• Hello MLAers! We've re-enabled auto-approval for accounts. If you are still waiting on account approval, please check this thread for more information.

Let's see your best disk speeds( PPC )(68k)

This one adds the dcbz test.
Renamed the previous tests to the names of the instructions they use.
There's a ### ms = ### s line that compares the Microseconds timer to the time of day (seconds) timer. DingusPPC currently doesn't have a Microseconds timer that is related to real time yet. SheepShaver seems to have a closer match but I should test that with a different app that takes more time to get a more accurate test.
I wonder how the memory benchmarks compare to Gage Pro's Moving Memory Rate, which I never really looked into what exactly they were measuring or how, but it was always pretty much on par with the memory performance of my PPC systems.

It did speed up if you interleaved the memory or added a G4.

As the moving memory rate went up, so did the PCI Bus performance, but that had as much to do with systems bus speed as it did ram.

Did PC's suffer from the slow PCI Bus performance of OWM's? When PCI 1.0 came out and PC's still used EDO or FPM RAM at 60ns or 70ns?

One of the benefits of this thread was to push the PCI Bus and see what real world throughput was on real Mac's.

I never had an OWM with better than a 500Mhz CPU, did the faster CPU's improve PCI Bus performance much if at all?

I clock chipped my Sonnet 450MHz G3 in my PM8600 with a 48.000MHz occelerator but I don't recall if I ever saw any gains on the PCI Bus.

It was a 3Mhz gain, to an under clocked Kansas board, because Sonnet wanted compatibility with the 45Mhz Bus Macs.
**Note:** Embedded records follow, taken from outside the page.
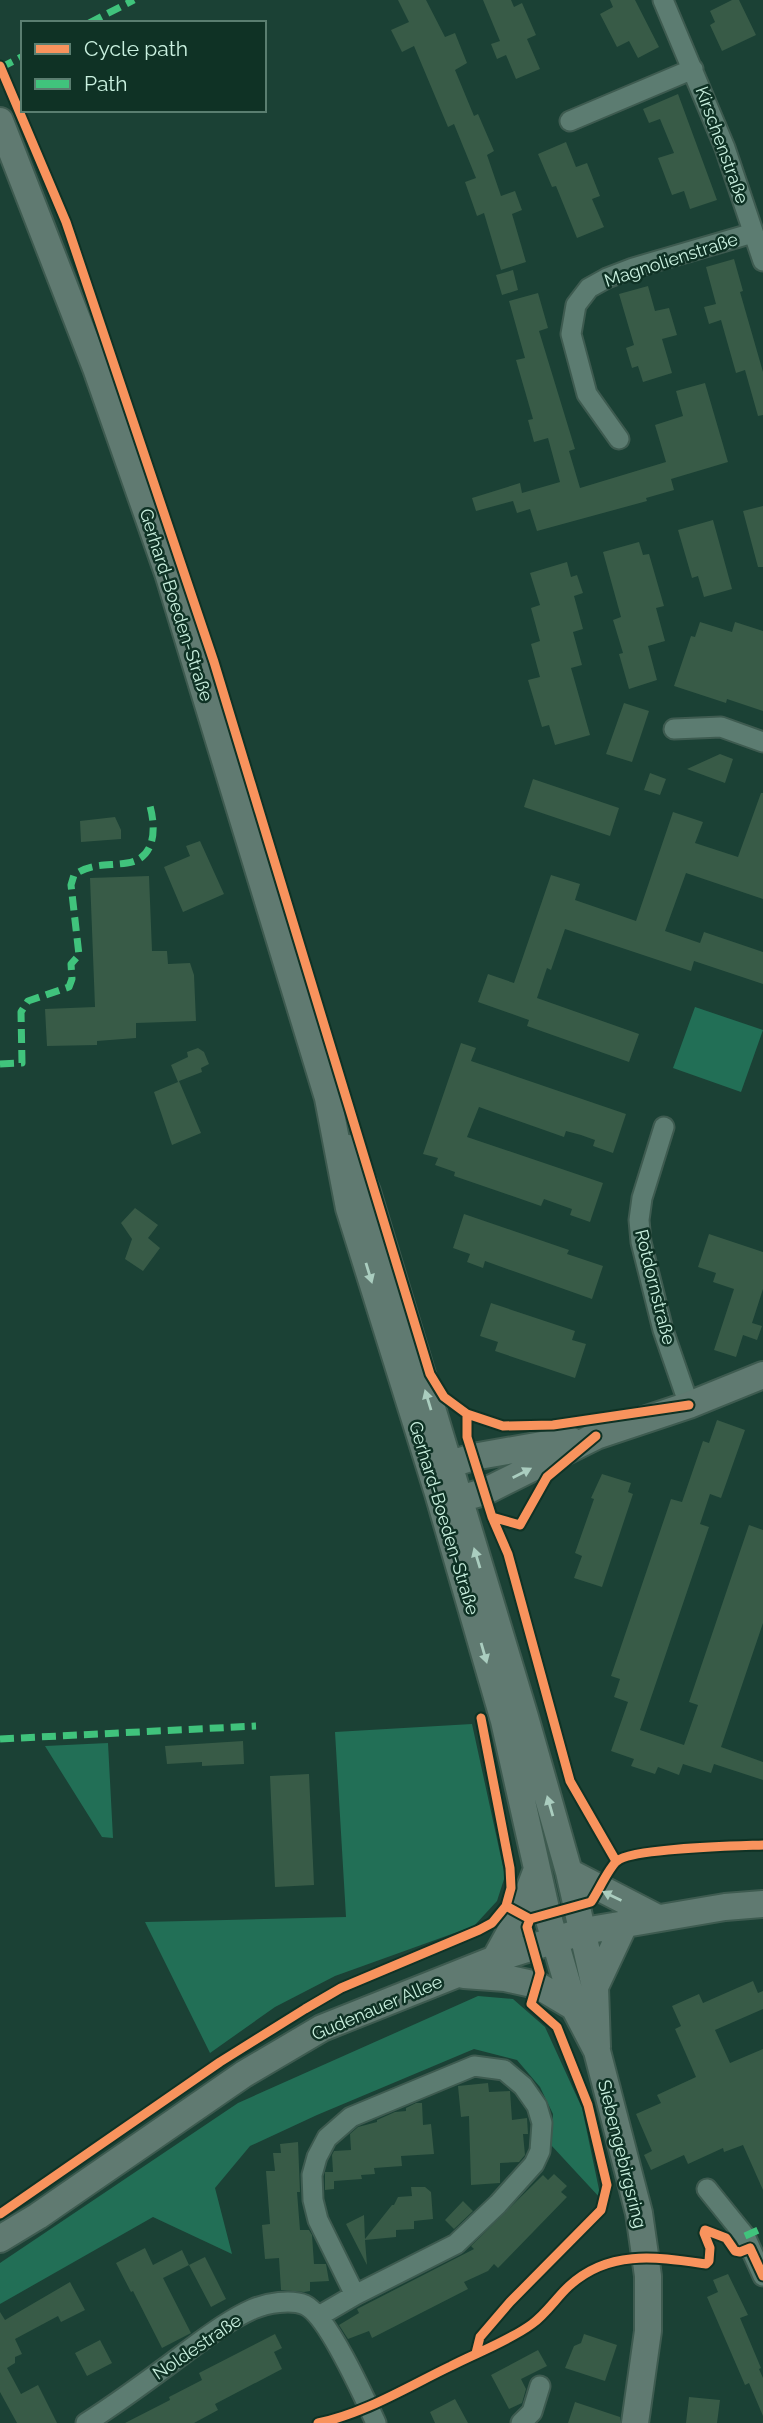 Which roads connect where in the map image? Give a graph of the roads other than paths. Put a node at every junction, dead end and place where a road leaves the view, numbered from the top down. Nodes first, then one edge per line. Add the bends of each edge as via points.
1 (663, 0) edge
2 (693, 69) junction
3 (0, 121) edge
4 (570, 121) dead end
5 (753, 233) junction
6 (763, 261) edge
7 (619, 439) dead end
8 (674, 729) dead end
9 (763, 742) edge
10 (664, 1127) dead end
11 (763, 1375) edge
12 (689, 1405) junction
13 (596, 1436) junction
14 (445, 1485) junction
15 (537, 1869) junction
16 (569, 1872) junction
17 (763, 1904) edge
18 (656, 1917) junction
19 (625, 1923) junction
20 (584, 1931) junction
21 (555, 1940) junction
22 (495, 1959) junction
23 (455, 1975) junction
24 (595, 1987) junction
25 (574, 2007) junction
26 (597, 2052) junction
27 (707, 2189) dead end
28 (0, 2239) edge
29 (763, 2276) edge
30 (355, 2295) junction
31 (319, 2316) junction
32 (540, 2386) dead end
33 (86, 2423) edge
34 (376, 2423) edge
35 (521, 2423) edge
36 (635, 2423) edge

1 - 2 street, Kirschenstraße
2 - 4 street, Kirschenstraße
2 - 5 street, Kirschenstraße
3 - 14 main road, Gerhard-Boeden-Straße via 53,253 168,573 328,1098 367,1192
5 - 6 street, Kirschenstraße
5 - 7 street, Magnolienstraße via 607,278 589,288 576,305 571,334 587,394
8 - 9 street via 721,727
10 - 12 street, Rotdornstraße via 639,1220 663,1330
11 - 12 main road
12 - 13 main road
13 - 14 main road via 473,1457
14 -> 13 main road via 484,1492
14 -> 15 main road, Gerhard-Boeden-Straße
16 -> 14 main road, Gerhard-Boeden-Straße
15 - 21 main road, Gerhard-Boeden-Straße
15 - 22 main road via 520,1914
18 -> 16 main road
16 - 20 main road, Gerhard-Boeden-Straße
17 - 18 main road, Gudenauer Allee
18 - 19 main road, Gudenauer Allee
19 - 20 main road, Gudenauer Allee
19 - 24 main road
20 - 21 main road, Gudenauer Allee
20 - 24 main road, Siebengebirgsring
21 - 22 main road, Gudenauer Allee
21 - 25 main road, Siebengebirgsring
22 - 23 main road, Gudenauer Allee
23 - 25 main road via 537,1985
23 - 28 main road, Gudenauer Allee via 322,2028 244,2074
24 - 26 main road, Siebengebirgsring
25 - 26 main road, Siebengebirgsring
26 - 36 main road, Siebengebirgsring via 639,2213 648,2276 648,2331
27 - 29 street via 745,2236
30 - 30 street via 318,2220 313,2200 312,2175 327,2138 351,2117 474,2066 504,2070 537,2106 542,2123 534,2164 456,2244
30 - 31 street
31 - 33 street, Noldestraße via 305,2305 284,2302 255,2308 212,2333
31 - 34 street
32 - 35 street via 532,2412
Later all their upgrades went to 50Mhz chips anyways, I think.

I know some people have taken their boards to 60Mhz and one guy even took his PCI OWM to 66MHz PCI.

I wonder what the combination would yield in RAM and PCI performance with on of the 500MHz+++ G4 upgrades??

Could we get anywhere close to the 133MB/s max theoretical throughput of PCI?

Could we exceed it?

The best real world numbers I verified was the SiL3112 in the MDD with 91MB/s peak on the SSD benchmark.

That's pretty good for 33MHz PCI, and all the overhead of drives and controller cards.

If I remember correctly the 1.6Ghz G5 I have did slower than that with the same card and drive, I'll have to test it again to be sure.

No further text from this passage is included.